Intanto, fortunatamente, la rotonda di Murata ha cominciato a funzionare.
E il progetto sul Welness Sensory Park di cui esiste un bellissimo progetto a firma Arch. Paolo Bodega? Si potrà fare solo versando 50 milioni di caparra? Ma questa geniale idea chi l’ha avuta? E’ un modo per far finta di fare le cose o altro? Non esiste al mondo un imprenditore che anticipi e metta in deposito l’intera cifra corrispondente al costo dell’opera da costruire. Non esiste, come pratica è illogica, è fuori da ogni norma economica imprenditoriale; al massimo si possono chiedere fideiussioni a garanzia, non l’importo complessivo. Chi è il geniaccio che ha studiato tale subdolo e improponibile marchingegno?
Gli improvvisati ecologisti, capitanati dagli esponenti DC, fatto che creò stupore in quel ruolo soprattutto da chi ha contribuito a devastare il paese proteggendo e collaborando con i colatori di cemento. Ebbene, questi nuovissimi difensori dell’ambiente che un anno fa conducevano violente campagne contro gli abbattimenti di alcune decine di alberi definendoli stragi, oggi di fronte all’abbattimento già programmato e previsto dalla variante di PRG a Serravalle sotto Via Costa del Bello di un intero uliveto (una cinquantina di olivi circa) e altre decine di piante di cui alcune di dimensioni notevoli, non hanno reagito, anzi, sono rimasti in colpevole silenzio e non una parola si è levata in difesa di quelle piante evidentemente di serie B. Pseudo ecologisti che s’infiammavano, evidentemente, solo a comando e con scopi politici finalizzati al discredito di chi, certi interventi, e solo quelli, li ha fatti per poter realizzare opere pubbliche destinate a migliorare la vita dei cittadini sammarinesi e non per opere finalizzate al più chiaro spirito di speculazione privata; penso che questa sia una importante variabile che fa la differenza tra la passata segreteria e la presente.

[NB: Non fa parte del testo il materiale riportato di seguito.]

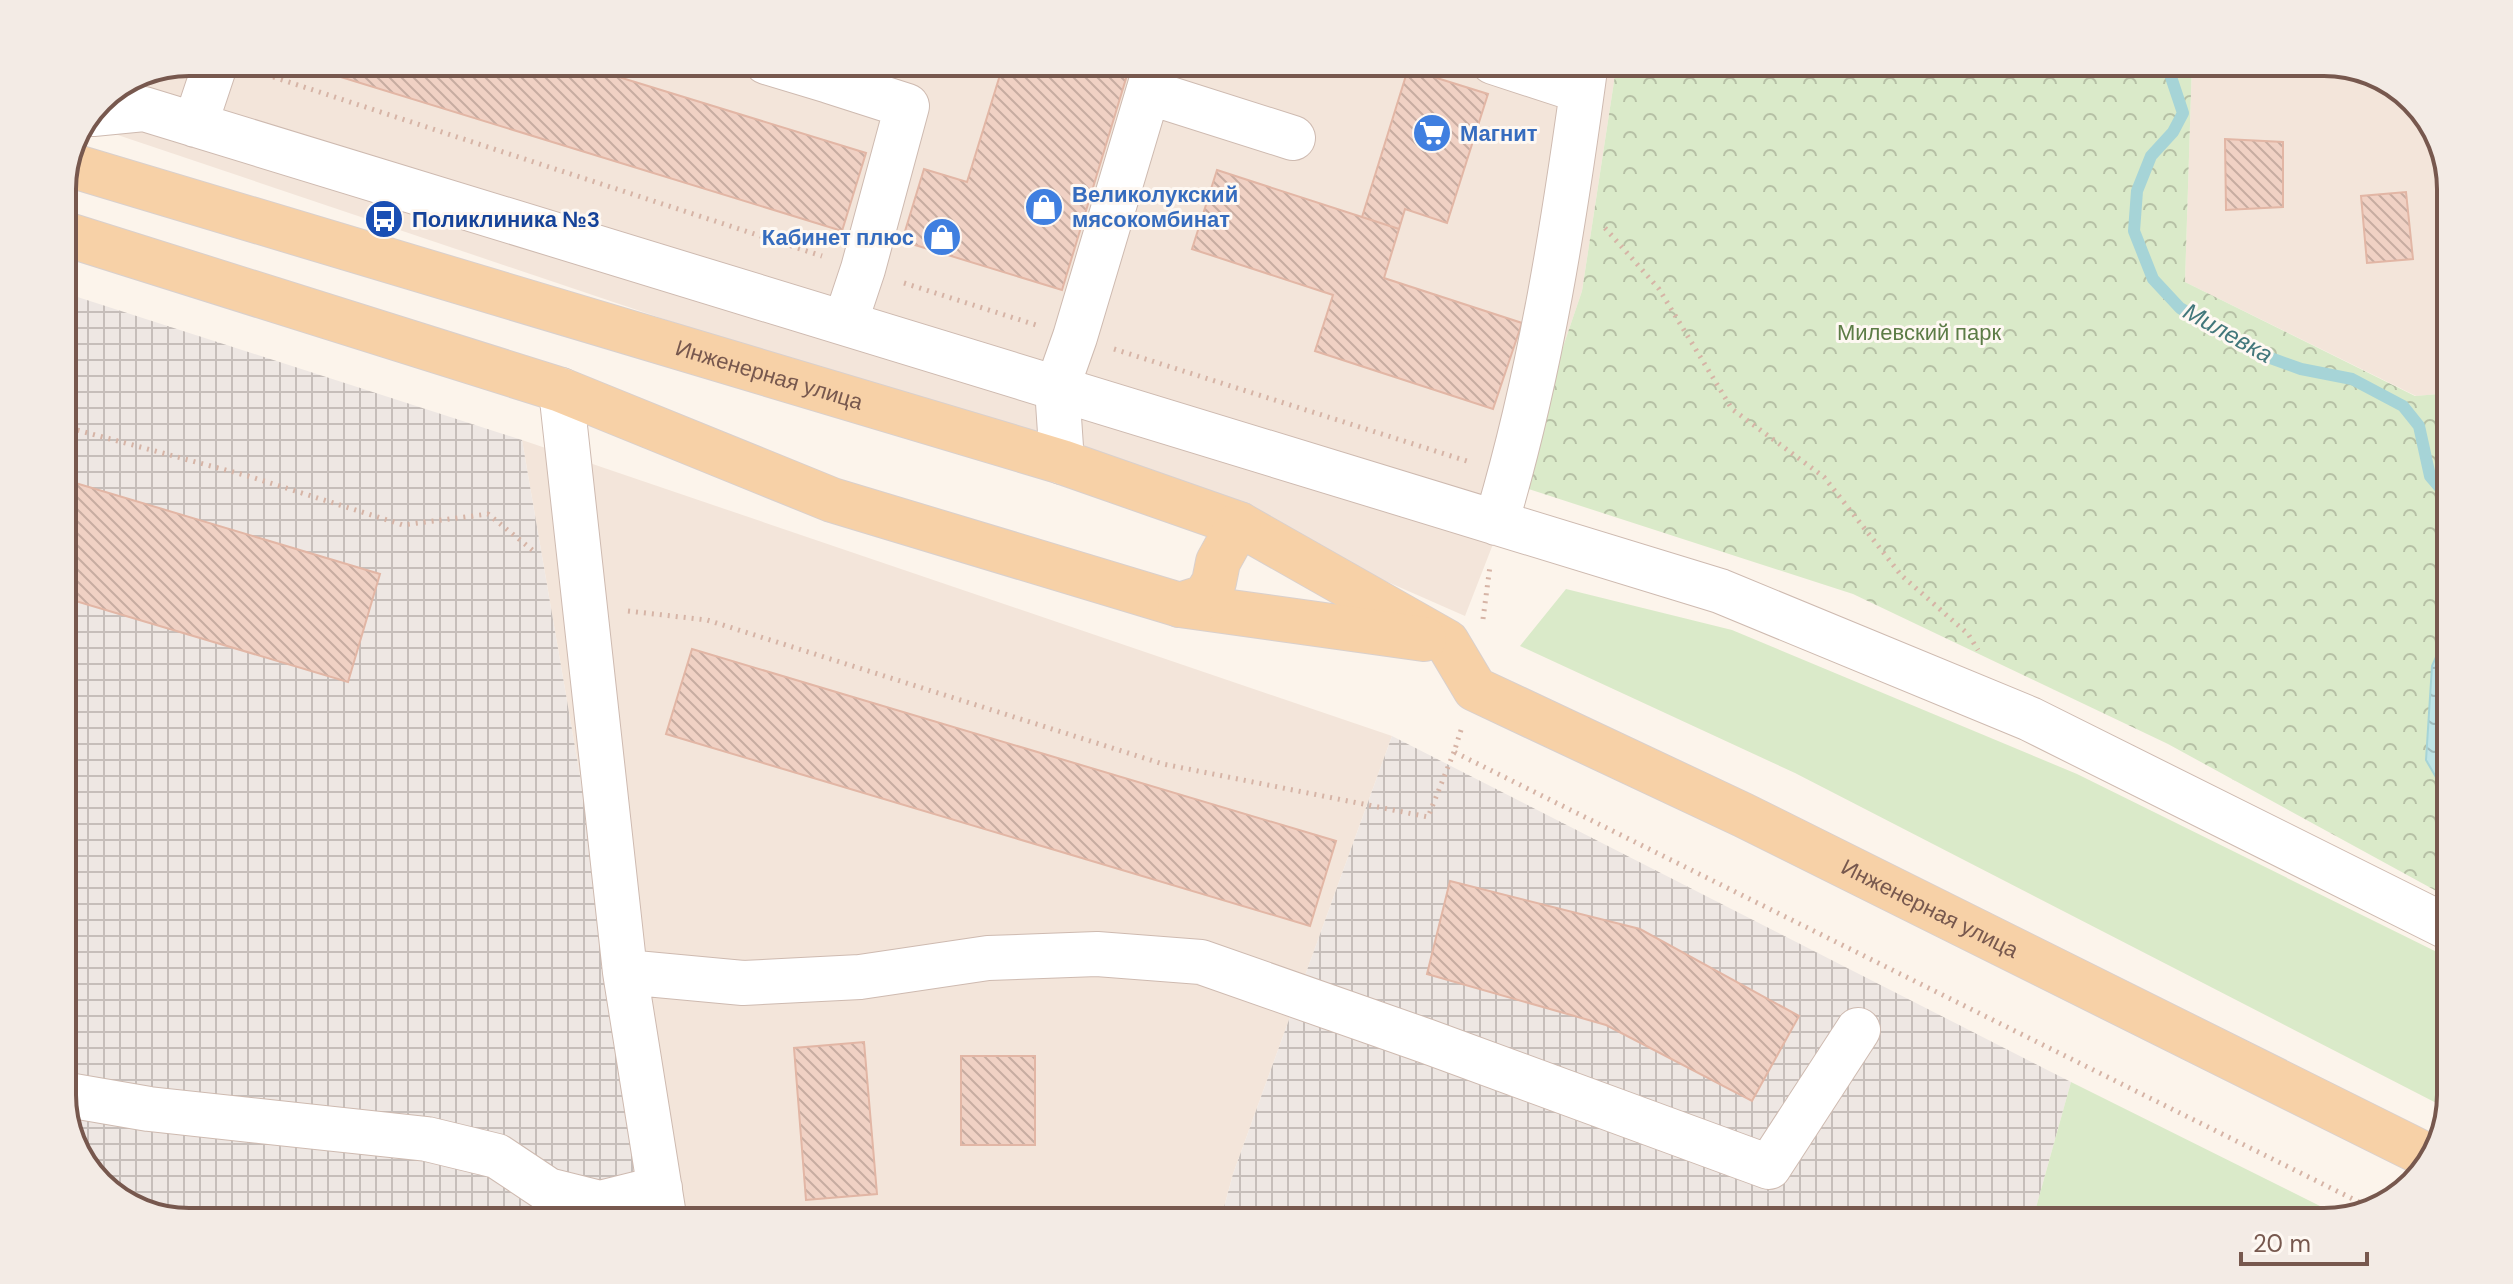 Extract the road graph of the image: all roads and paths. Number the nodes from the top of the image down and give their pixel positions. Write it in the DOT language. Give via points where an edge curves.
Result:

Siccome ho molte cose da dire e più argomenti ancora da trattare, ho pensato di dividere l’intervento in due parti, abbiate pazienza…
(fine prima parte)
PS – Una sola richiesta vorrei ancora fare ed è rivolta alla Segretaria di Stato Elena Tonnini.
Dopo un intero anno chissà quali sconquassi lei avrà fatto in merito alla Cartiera Ciacci e alla sua chiusura o messa in sicurezza totale. Non sia timida, ci racconti tutto, o devo pensare che lei, così puntigliosa negli anni passati abbia dimenticato un argomento che ha contribuito a portarla dove si trova adesso e quindi ora con le concrete possibilità di intervenire seriamente. Coerenza vuole che lei almeno qualcosina dovrebbe averla fatta; l’ha fatta, si o no? E se si, ce la vuole raccontare? È ancora dell’idea che la Cartiera Ciacci vada chiusa? Lei diceva che bastava volerlo, allora, se lo vuole, la chiuda, non si culli nel silenzioso assenso dei cittadini di Gualdicciolo che fino a un anno fa venivano agli incontri urlanti con il coltello tra i denti e da un anno invece non si fanno più sentire.